- Nationality: American
- Born: June 10, 2008 (age 18) Orange, California, U.S.
- Relatives: Robby Gordon (father)

Stadium Super Trucks career
- Debut season: 2020
- Car number: 77
- Starts: 32
- Wins: 5
- Podiums: 12
- Poles: 1
- Best finish: 1st in 2025
- Finished last season: 1st (2025)

Championship titles
- 2025

= Max Gordon (racing driver) =

American racing driver

Max Gordon (born June 10, 2008) is an American professional racing driver who primarily competes in off-road racing such as the Stadium Super Trucks, Best in the Desert, and SCORE International.

Nicknamed "Mad Max", he is the son of driver and SST founder Robby Gordon.

==Racing career==
Due to his father's own career, Gordon was exposed to racing at a very young age as Robby attached a child safety seat to his off-road buggies when he was two years old. While growing up in the family-run Robby Gordon Motorsports, he helped by gluing lug nuts onto the team's NASCAR Cup Series cars.

Gordon began driving as early as the age of three, piloting a Polaris RZR around the RGM complex.
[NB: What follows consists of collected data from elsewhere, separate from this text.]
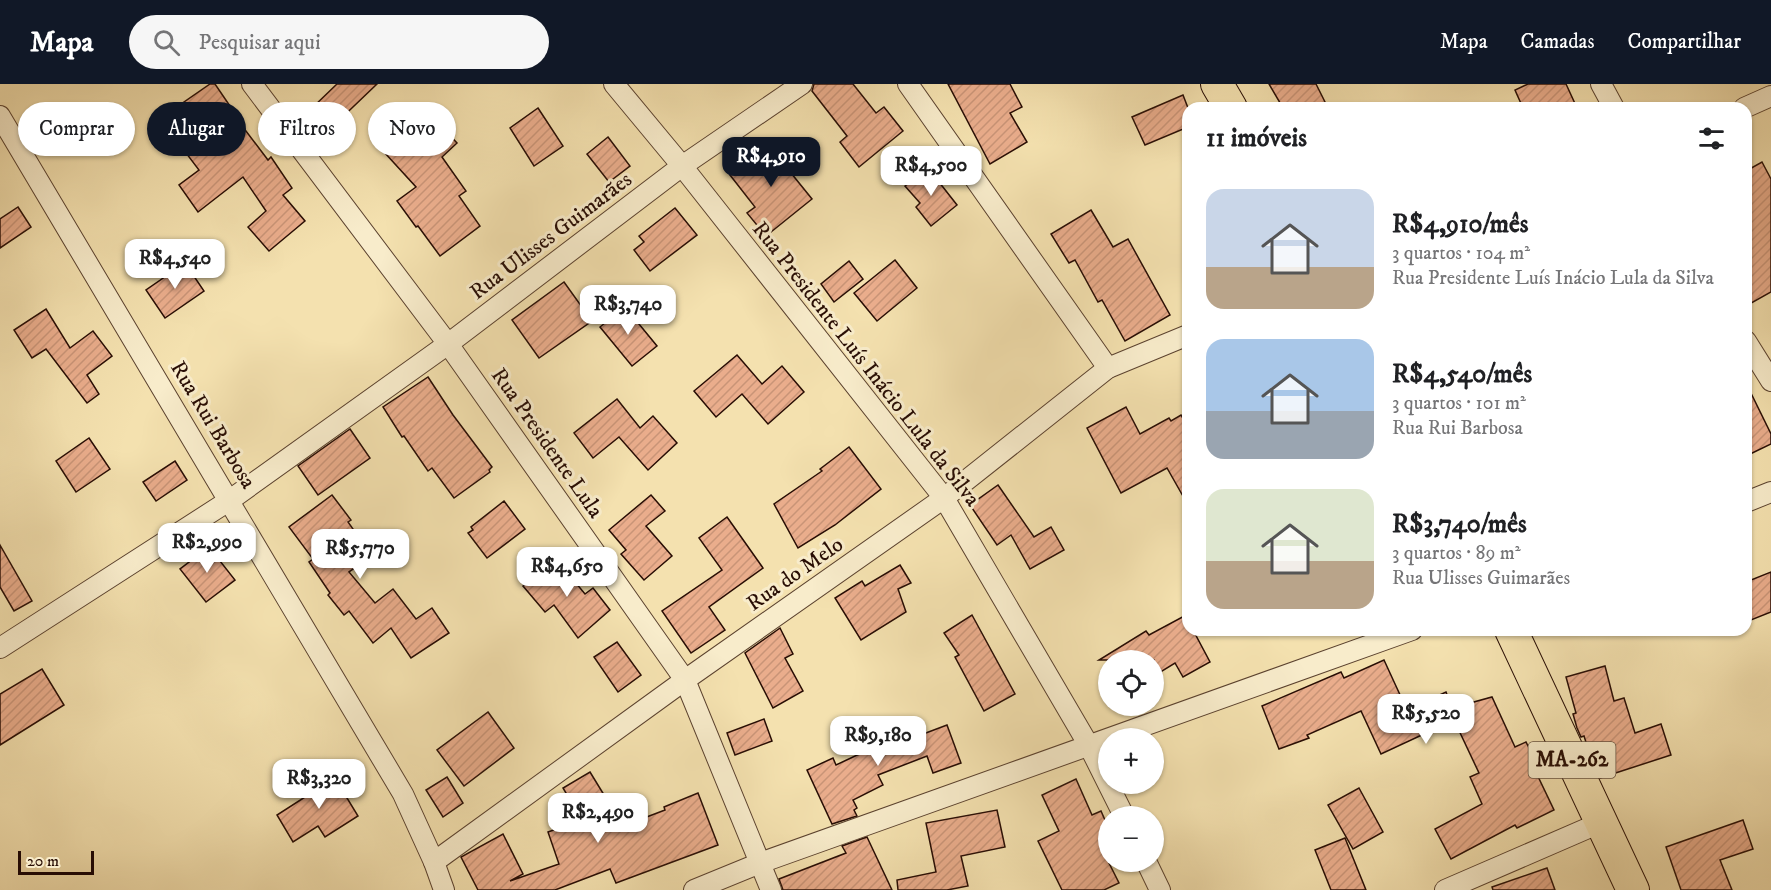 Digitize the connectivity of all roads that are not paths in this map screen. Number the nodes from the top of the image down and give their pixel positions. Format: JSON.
{"nodes":[{"id":1,"x":252,"y":84,"type":"edge"},
{"id":2,"x":614,"y":84,"type":"edge"},
{"id":3,"x":802,"y":84,"type":"edge"},
{"id":4,"x":908,"y":84,"type":"edge"},
{"id":5,"x":1217,"y":84,"type":"edge"},
{"id":6,"x":1601,"y":84,"type":"edge"},
{"id":7,"x":1771,"y":96,"type":"edge"},
{"id":8,"x":1228,"y":102,"type":"edge"},
{"id":9,"x":1611,"y":102,"type":"edge"},
{"id":10,"x":1752,"y":104,"type":"edge"},
{"id":11,"x":0,"y":116,"type":"edge"},
{"id":12,"x":682,"y":166,"type":"junction"},
{"id":13,"x":1182,"y":337,"type":"edge"},
{"id":14,"x":448,"y":344,"type":"junction"},
{"id":15,"x":1752,"y":350,"type":"edge"},
{"id":16,"x":1108,"y":368,"type":"junction"},
{"id":17,"x":1771,"y":381,"type":"edge"},
{"id":18,"x":1771,"y":492,"type":"edge"},
{"id":19,"x":944,"y":498,"type":"junction"},
{"id":20,"x":230,"y":500,"type":"junction"},
{"id":21,"x":1752,"y":500,"type":"edge"},
{"id":22,"x":1395,"y":636,"type":"edge"},
{"id":23,"x":1514,"y":636,"type":"edge"},
{"id":24,"x":2,"y":643,"type":"edge"},
{"id":25,"x":685,"y":680,"type":"junction"},
{"id":26,"x":1088,"y":744,"type":"junction"},
{"id":27,"x":1119,"y":806,"type":"edge"},
{"id":28,"x":1602,"y":822,"type":"junction"},
{"id":29,"x":434,"y":861,"type":"junction"},
{"id":30,"x":760,"y":863,"type":"junction"},
{"id":31,"x":1151,"y":872,"type":"edge"},
{"id":32,"x":444,"y":890,"type":"edge"},
{"id":33,"x":694,"y":890,"type":"edge"},
{"id":34,"x":771,"y":890,"type":"edge"},
{"id":35,"x":1160,"y":890,"type":"edge"},
{"id":36,"x":1445,"y":890,"type":"edge"},
{"id":37,"x":1633,"y":890,"type":"edge"}],
"edges":[{"from":1,"to":14,"type":"street","name":"Rua Presidente Lula"},
{"from":2,"to":12,"type":"street","name":"Rua Presidente Luís Inácio Lula da Silva"},
{"from":3,"to":12,"type":"street","name":"Rua Ulisses Guimarães"},
{"from":4,"to":16,"type":"street"},
{"from":5,"to":8,"type":"main road"},
{"from":6,"to":9,"type":"street"},
{"from":7,"to":10,"type":"street"},
{"from":11,"to":20,"type":"street","name":"Rua Rui Barbosa"},
{"from":12,"to":14,"type":"street","name":"Rua Ulisses Guimarães"},
{"from":12,"to":19,"type":"street","name":"Rua Presidente Luís Inácio Lula da Silva"},
{"from":13,"to":16,"type":"street","name":"Rua do Melo"},
{"from":14,"to":20,"type":"street","name":"Rua Ulisses Guimarães"},
{"from":14,"to":25,"type":"street","name":"Rua Presidente Lula"},
{"from":15,"to":17,"type":"street"},
{"from":16,"to":19,"type":"street","name":"Rua do Melo"},
{"from":18,"to":21,"type":"street"},
{"from":19,"to":25,"type":"street","name":"Rua do Melo"},
{"from":19,"to":26,"type":"street","name":"Rua Presidente Luís Inácio Lula da Silva"},
{"from":20,"to":24,"type":"street","name":"Rua Ulisses Guimarães"},
{"from":20,"to":29,"type":"street","name":"Rua Rui Barbosa"},
{"from":22,"to":26,"type":"street"},
{"from":23,"to":28,"type":"main road","number":"MA-262"},
{"from":25,"to":29,"type":"street","name":"Rua do Melo"},
{"from":25,"to":30,"type":"street","name":"Rua Presidente Lula"},
{"from":26,"to":27,"type":"street","name":"Rua Presidente Luís Inácio Lula da Silva"},
{"from":26,"to":30,"type":"street"},
{"from":28,"to":36,"type":"street"},
{"from":28,"to":37,"type":"main road","number":"MA-262"},
{"from":29,"to":32,"type":"street","name":"Rua Rui Barbosa"},
{"from":30,"to":33,"type":"street"},
{"from":30,"to":34,"type":"street","name":"Rua Presidente Lula"},
{"from":31,"to":35,"type":"street"}]} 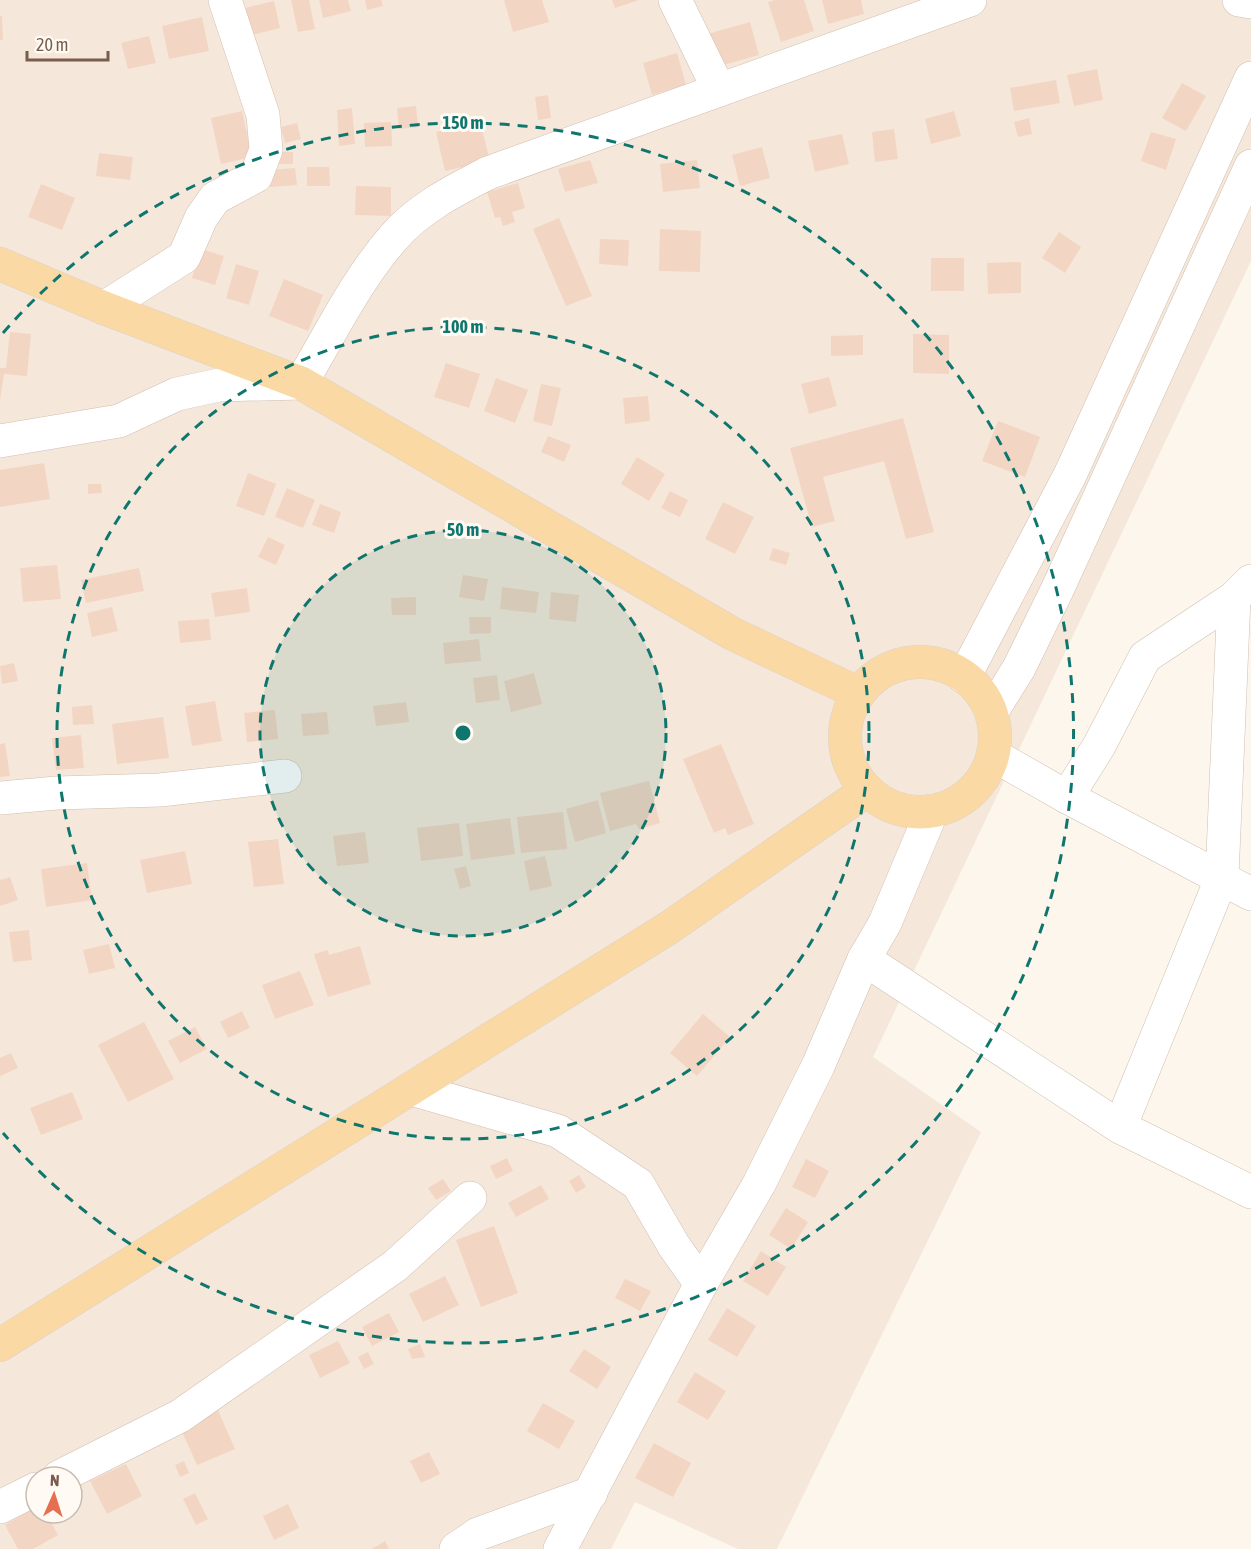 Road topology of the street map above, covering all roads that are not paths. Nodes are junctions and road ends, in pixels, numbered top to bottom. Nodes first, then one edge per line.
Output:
1 (225, 0) edge
2 (675, 0) edge
3 (970, 0) edge
4 (1239, 0) edge
5 (1251, 2) edge
6 (1251, 78) edge
7 (719, 90) junction
8 (1251, 166) edge
9 (0, 264) edge
10 (104, 308) junction
11 (301, 383) junction
12 (0, 441) edge
13 (1243, 589) edge
14 (964, 676) junction
15 (858, 693) junction
16 (991, 713) junction
17 (993, 755) junction
18 (285, 776) dead end
19 (867, 790) junction
20 (1067, 797) junction
21 (0, 798) edge
22 (932, 811) junction
23 (1222, 877) junction
24 (1251, 894) edge
25 (864, 959) junction
26 (411, 1089) junction
27 (1120, 1127) junction
28 (1251, 1192) edge
29 (470, 1197) dead end
30 (701, 1284) junction
31 (0, 1345) edge
32 (83, 1465) edge
33 (591, 1493) junction
34 (24, 1495) edge
35 (0, 1507) edge
36 (456, 1549) edge
37 (560, 1549) edge

1 - 10 street
2 - 7 street
3 - 7 street
4 - 5 street
6 - 14 street
7 - 11 street
8 - 16 street
9 - 10 main road
10 - 11 main road
11 - 12 street
11 - 15 main road
13 - 20 street
13 - 23 street
14 - 15 main road
14 - 16 main road
15 - 19 main road
16 - 17 main road
17 - 20 street
17 - 22 main road
18 - 21 street
19 - 22 main road
19 - 26 main road
20 - 23 street
22 - 25 street
23 - 24 street
23 - 27 street
25 - 27 street
25 - 30 street
26 - 30 street
26 - 31 main road
27 - 28 street
29 - 32 street
30 - 33 street
33 - 36 street
33 - 37 street
34 - 35 street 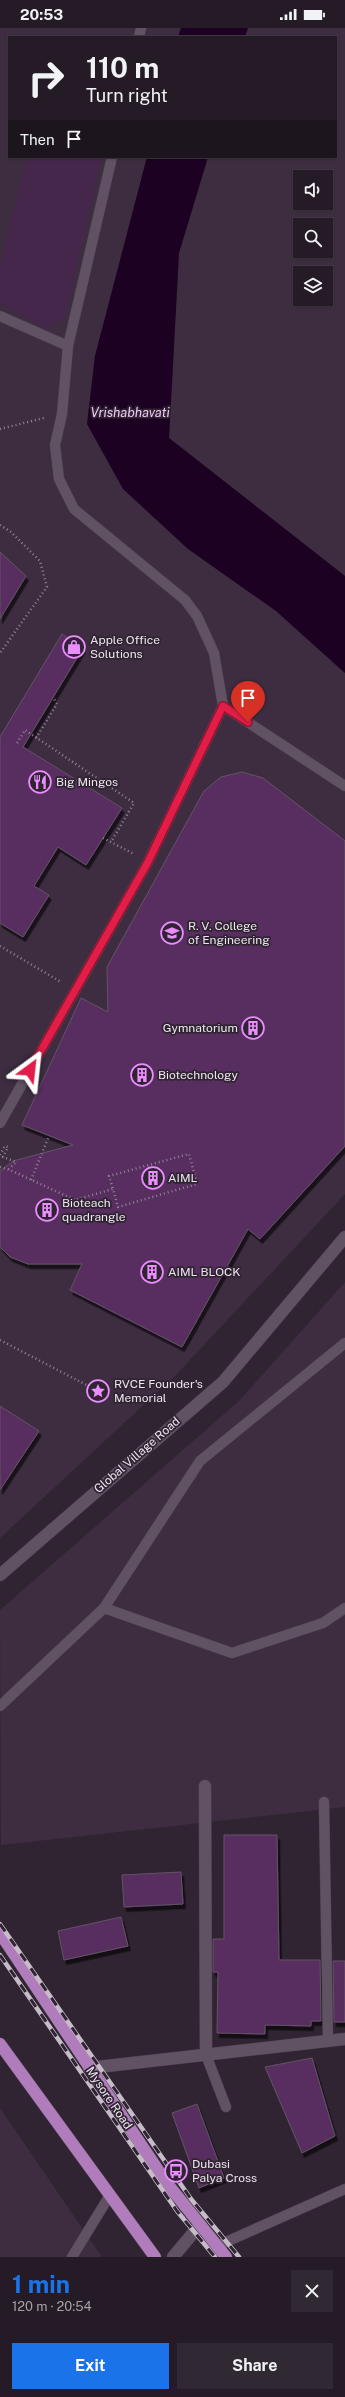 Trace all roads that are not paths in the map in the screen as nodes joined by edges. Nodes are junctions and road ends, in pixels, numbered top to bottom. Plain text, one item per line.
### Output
1 (112, 158) edge
2 (0, 316) edge
3 (68, 346) junction
4 (223, 706) junction
5 (345, 786) edge
6 (0, 1123) edge
7 (345, 1237) edge
8 (345, 1343) edge
9 (0, 1574) edge
10 (104, 1608) junction
11 (345, 1608) edge
12 (0, 1706) edge
13 (205, 1786) dead end
14 (324, 1802) dead end
15 (0, 1933) edge
16 (345, 2039) edge
17 (328, 2041) junction
18 (0, 2044) edge
19 (206, 2055) junction
20 (89, 2068) junction
21 (226, 2107) dead end
22 (345, 2189) edge
23 (110, 2195) junction
24 (199, 2226) junction
25 (217, 2246) junction
26 (72, 2257) edge
27 (155, 2257) edge
28 (173, 2257) edge
29 (226, 2257) edge

1 - 3 lane
2 - 3 lane
3 - 4 lane
4 - 5 lane
4 - 6 lane
7 - 9 street, Global Village Road
8 - 10 lane
10 - 11 lane
10 - 12 lane
13 - 19 street
14 - 17 lane
15 - 20 highway, Mysore Road
16 - 17 street
17 - 19 street
18 - 23 highway
19 - 20 street
19 - 21 lane
20 - 24 highway, Mysore Road
22 - 25 lane
23 - 26 lane
23 - 27 highway
24 - 25 highway, Mysore Road
24 - 28 street
25 - 29 highway, Mysore Road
His first racing experience came in karts when he was six in September 2014.

===Off-road racing===
Gordon raced in the Baja 1000 for the first time in 2017, though as an unregistered driver due to SCORE International requiring all competitors to be 18 years old; at the age of nine, he was the youngest person to compete in the event. Sharing the No. 2933 UTV Pro Forced Induction entry with Robby, Sheldon Creed, and Todd Romano, Gordon drove the final 325 miles to become the race's youngest de facto finisher, though his ineligibility meant the car was officially classified as a retirement. For the 2018 race, he was the navigator of the No. 77 trophy truck driven by Robby and Cole Potts, finishing 52nd overall and 18th in the class.

In the 2020 Mint 400, Gordon won the UTV Pro Normally Aspirated class but was disqualified for an illegal driver change when Robby replaced him while he was feeling sick.

====Stadium Super Trucks====
When Robby founded the Stadium Super Trucks, Max worked as the series' test driver. He made his competitive SST debut in 2020 at Road America, driving the No. 77 with Speed Energy, Speed RC Cars, and Menards as sponsors.

Gordon was one of four drivers to run the full 2021 season. He finished fifth or seventh in all but one race, with the exception being a fourth in the second Music City Grand Prix event. Ahead of the season-ending Grand Prix of Long Beach, he acquired sponsorship from Baja Jerky; he had spent much of the year with Continental Tire and Speed RC Cars as his supporters.

The 2022 season began at Long Beach, where Gordon scored his maiden SST win in the first round after holding off Robby for the victory. In the second and final race, he capitalized on multiple drivers' mistakes to finish third while Robby won to complete a Gordon family sweep of the weekend. Gordon won a second time at Mid-Ohio Sports Car Course when he made an aggressive overtake on the final lap to pass Gavin Harlien and Robert Stout for the lead.

===Open-wheel racing===
Gordon has aspirations of competing in Formula One or IndyCar. In January 2022, he began open-wheel racing by competing in the Lucas Oil School of Racing Winter Series at Homestead–Miami Speedway. He finished second in his maiden race.

==Motorsports career results==
===Stadium Super Trucks===
(key) (Bold – Pole position. Italics – Fastest qualifier. * – Most laps led.)

Stadium Super Trucks results
| Year | 1 | 2 | 3 | 4 | 5 | 6 | 7 | 8 | 9 | 10 | SSTC | Pts | Ref |
| 2020 | ADE | ADE | ADE | ROA 9 | ROA 5 |  |  |  |  |  | N/A^{1} | – |  |
| 2021 | STP 5 | STP 7 | MOH 7 | MOH 5 | MOH 7 | MOH 5 | NSH 5 | NSH 4 | LBH 5 | LBH 5 | 4th | 172 |  |
| 2022 | LBH 1 | LBH 3 | MOH 7 | MOH 1 | NSH 3 | NSH 7 | BRI 6 | BRI 2 |  |  | 2nd | 191 |  |
| 2023 | LBH 4 | LBH 5 | NSH 3 | NSH 4 |  |  |  |  |  |  | 5th | 87 |  |
| 2024 | LBH 1* | LBH 4 | ADE 8 | ADE 3 |  |  |  |  |  |  | 3rd | 93 |  |
| 2025 | LBH 1* | LBH 3 |  |  |  |  |  |  |  |  | 1st | 62 |  |
| 2026 | LBH 1* | LBH 3 |  |  |  |  |  |  |  |  | -* | -* |  |

^{*} Season in progress.

^{1} Standings were not recorded by the series for the 2020 season.